I found some strange behaviour of postgres, which I recognise as a bug. First of all, let me explain situation.

I created a "test bed" (not sure how to call it right), to test high availability clusters based on Pacemaker and PostgreSQL. The test bed consist of 12 virtual machines (on VirtualBox) runing on a MacBook Pro and formed 4 HA clusters with different structure. And all 4 HA cluster constantly tested in loop: simulated failures with different nature, waited for rising fall-over, fixing, and so on. For simplicity I'll explain only one HA cluster. This is 3 virtual machines, with master on one, and sync and async slaves on other. The PostgreSQL service is provided by float IPs pointed to working master and slaves. Slaves are connected to the master float IP too. When the pacemaker detects a failure, for instance, on the master, it promote a master on other node with lowest latency WAL and switches float IPs, so the third node keeping be a sync slave. My company decided to open this project as an open source, now I am finishing formality.

Almost works fine, but sometimes, rather rare, I detected that a slave don't reconnect to the new master after a failure. First case is PostgreSQL-STOP, when I `kill` by STOP signal postgres on the master to simulate freeze. The slave don't reconnect to the new master with errors in log:

18:02:56.236 [3154] FATAL: terminating walreceiver due to timeout
18:02:56.237 [1421] LOG: record with incorrect prev-link 0/1600DDE8 at 0/1A00DE10

What is strange that error about incorrect WAL is risen after the termination of connection.
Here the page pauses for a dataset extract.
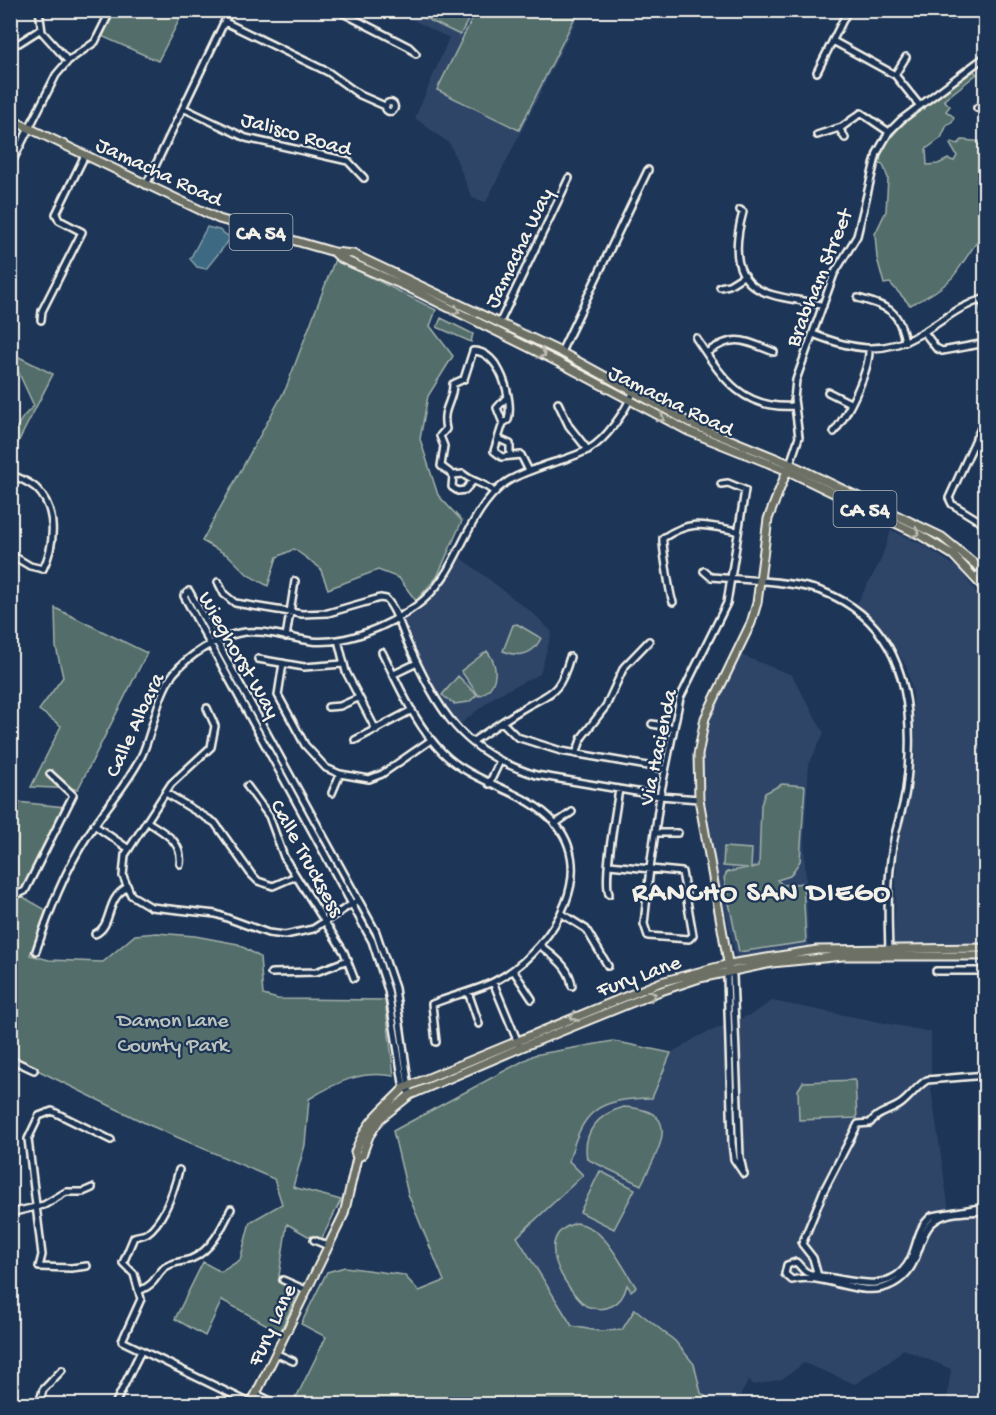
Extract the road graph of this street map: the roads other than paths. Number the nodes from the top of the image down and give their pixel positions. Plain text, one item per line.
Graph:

Well, this can be workarouned by turning off wal receiver timeout. Now PostgreSQL-STOP works fine, but the problem is still exists with other test. ForkBomb simulates an out of memory situation. In this case a slave sometimes don't reconnect to the new master too, with errors in log:

10:09:43.99 [1417] FATAL: could not receive data from WAL stream: server closed the connection unexpectedly
This probably means the server terminated abnormally
before or while processing the request.
10:09:43.992 [1413] LOG: invalid record length at 0/D8014278: wanted 24, got 0

The last error message (last row in log) was observed different, btw.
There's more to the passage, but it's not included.